Gerhart Baum

Besinnt Euch!

Das Vermächtnis eines großen Liberalen
Cover: Besinnt Euch!
Suhrkamp Verlag, Berlin 2025
ISBN 9783518474983
Gebunden, 72 Seiten, 12,00 EUR

Klappentext

Gerhart Baum war zwölf, als er die Bombennacht von Dresden überlebte. Die Empörung über die Katastrophe des 20. Jahrhunderts, den Zivilisationsbruch der Nazis, hat sein lebenslanges Engagement für Freiheit, Demokratie und Menschenrechte entfacht. Das Fundament für eine gesunde Demokratie war für ihn ein empathischer Liberalismus. Ein Liberalismus, der auf Bürger- und Menschenrechte achtet, auf Eigenverantwortung wie auf Sozialstaatlichkeit. Es ging ihm nicht um die Freiheit und Würde der Privilegierten, sondern um Freiheit und Menschenwürde möglichst vieler. Schon sehr früh hatte er vor einem Epochenbruch gewarnt und sich immer wieder in öffentliche Debatten eingemischt. Bis zuletzt hat er an diesem Appell für den gesellschaftlichen Zusammenhalt gearbeitet.

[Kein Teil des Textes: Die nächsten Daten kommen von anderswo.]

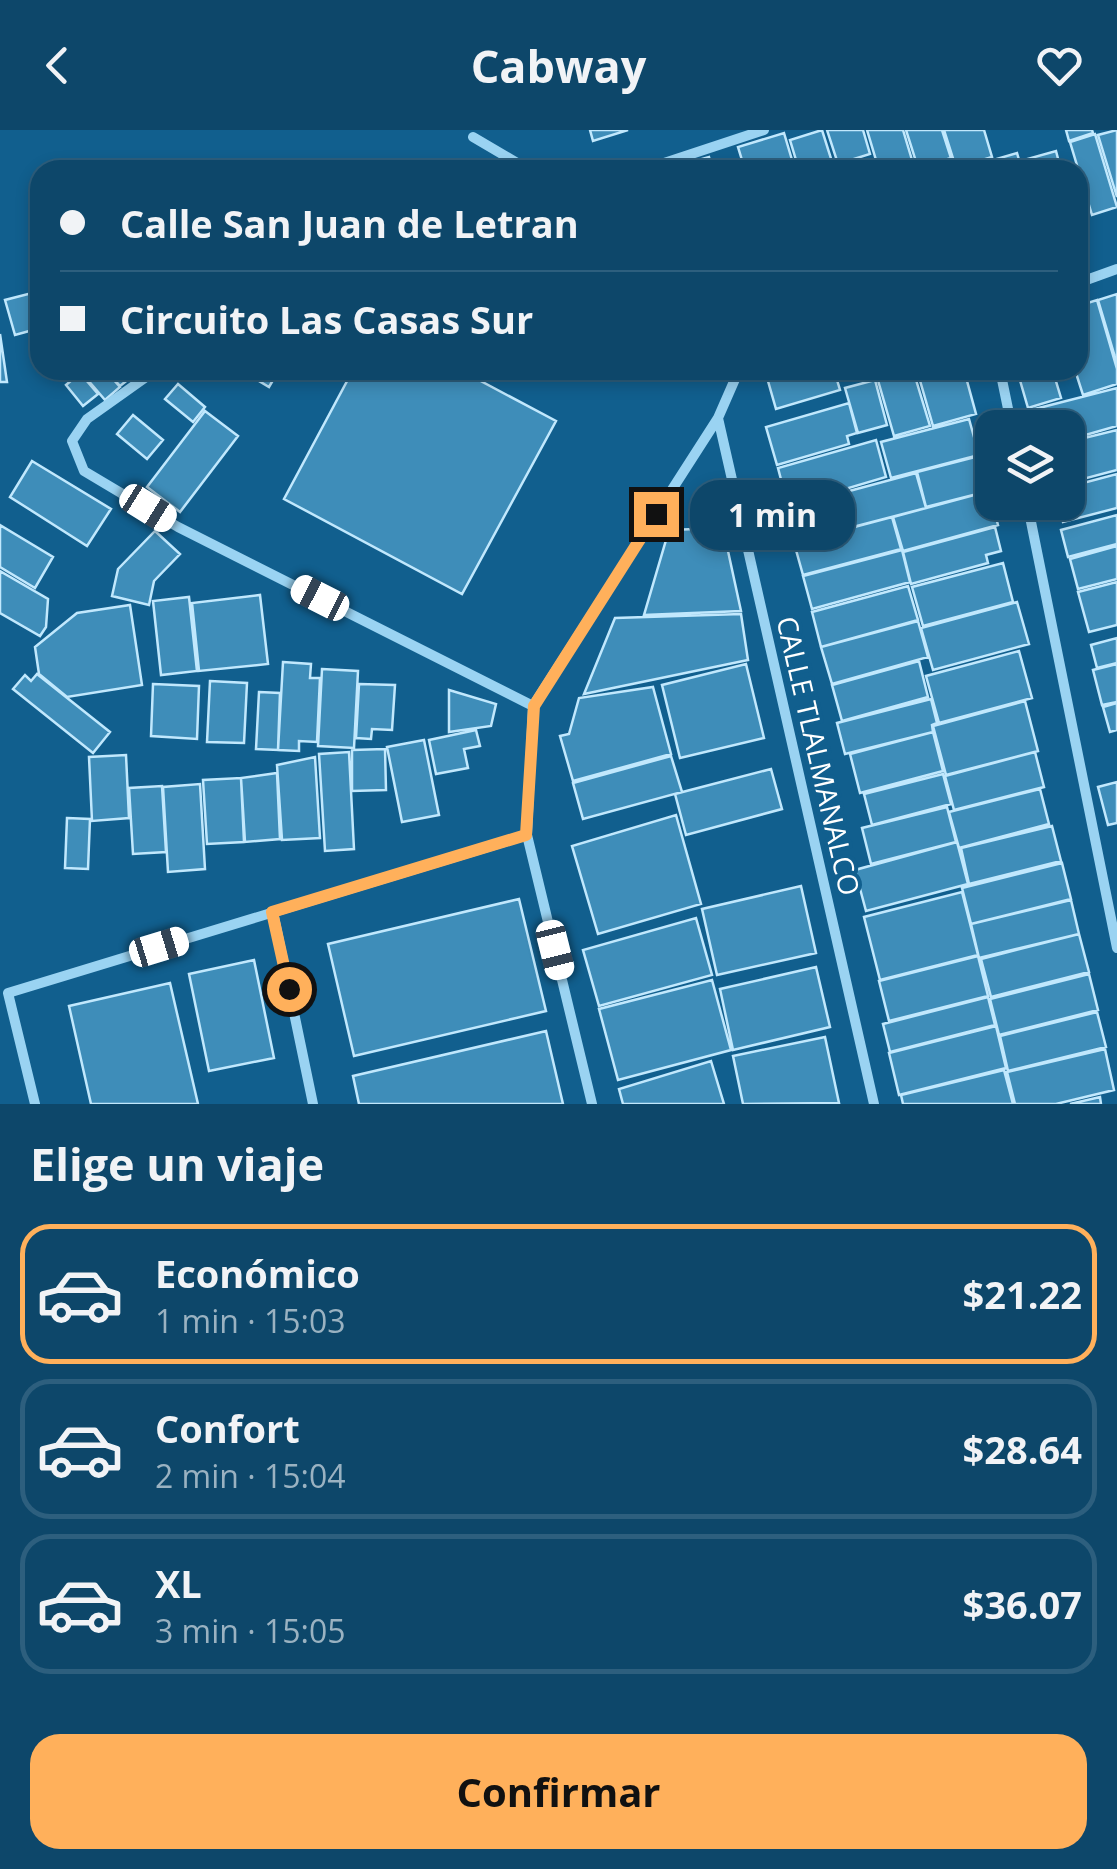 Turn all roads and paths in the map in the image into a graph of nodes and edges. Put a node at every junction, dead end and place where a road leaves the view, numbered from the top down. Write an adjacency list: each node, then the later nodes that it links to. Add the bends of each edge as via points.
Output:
1 (764, 130): 4 (street)
2 (472, 138): 3 (street)
3 (512, 160)
4 (686, 160)
5 (1117, 269): 6 (street)
6 (1088, 279)
7 (142, 380): 13 (street, via 87,419 72,441 84,471 178,527)
8 (735, 380): 11 (street)
9 (1002, 380): 10 (street)
10 (1008, 410)
11 (718, 418): 13 (street); 20 (street, CALLE TLALMANALCO)
12 (1031, 520): 16 (street)
13 (534, 706): 14 (street)
14 (526, 835): 15 (street); 19 (street)
15 (272, 912): 17 (street, via 8,994); 18 (street)
16 (1117, 948)
17 (35, 1104)
18 (314, 1104)
19 (592, 1104)
20 (874, 1104)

Rezensionsnotiz zu Frankfurter Rundschau, 01.07.2025

Ein Weckruf aus einer anderen Zeit und dennoch so wichtig, meint Rezensent Michael Hesse. Er stammt aus dem Munde des ehemaligen FDP-Politikers und Bundesministers Gerhard Baum, der ihn auf dem Totenbett diktiert hat, zu Papier gebracht hat ihn dann, so Hesse, der Journalist Uli Kreikebaum, Baums Frau steuert das Vorwort bei. Nicht zufällig ist die Namensähnlichkeit des Buches mit Stéphane Hessels Schrift "Empört Euch!", weiß Hesse, beiden geht es darum, den Menschen klar zu machen, dass sie die Welt verändern können. Inhaltlich geht es um Themen wie Klimawandel und Rechtsruck, insbesondere die Warnung vor letzterem verknüpft Baum mit persönlichen Erinnerungen an seine Kindheit, in der er den Nationalsozialismus und den Weltkrieg erlebte. Diejenigen, gegen die er anschreibt, fasst der Rezensent zusammen, sind Putin, Höcke, Trump und andere, auch Merz macht er Vorwürfe, was dessen Umgang mit der AfD betrifft. Neu sind solche Warnungen nicht unbedingt, gesteht Hesse ein, den die Dringlichkeit dieses Textes dennoch tief beeindruckt.

Rezensionsnotiz zu Süddeutsche Zeitung, 23.06.2025

Rezensentin Viola Schenz beschäftigt sich angesichts der Krise der FDP mit gleich zwei Publikation von berühmten Mitgliedern dieser Partei: Gerhart Baum hat noch am Vorabend seines Todes an seinem Appell gearbeitet, fertiggestellt wurde das Büchlein dann von dem Journalisten Uli Kreikebaum. Es kommen Baums Herkunft und seine Erlebnisse im Krieg zur Sprache, aber vor allem seine Sorge um die Demokratie. Er fordere, wieder mit Argumenten zu streiten und sich damit zu befassen, wie mit Autokraten und Diktatoren im UN-Sicherheitsrat umzugehen sei. Schenz kann da nur zustimmen, liest aber nicht wirklich etwas Neues, zudem ist der Text sichtlich auf Buchlänge gestreckt worden. Bei Wolfgang Kubicki geht es ihr ähnlich: Auch er betont, wie wichtig es ist, dass Demokraten nun zusammenwirken, um an einer "vernunftorientierten Lösung" von Problemen wie der AfD zu arbeiten, aber überraschend ist das beim besten Willen nicht. Gut gemeint, resümiert die Kritikerin, aber wirklich ändern oder zum Handeln motivieren werden diese Bücher wohl eher nicht.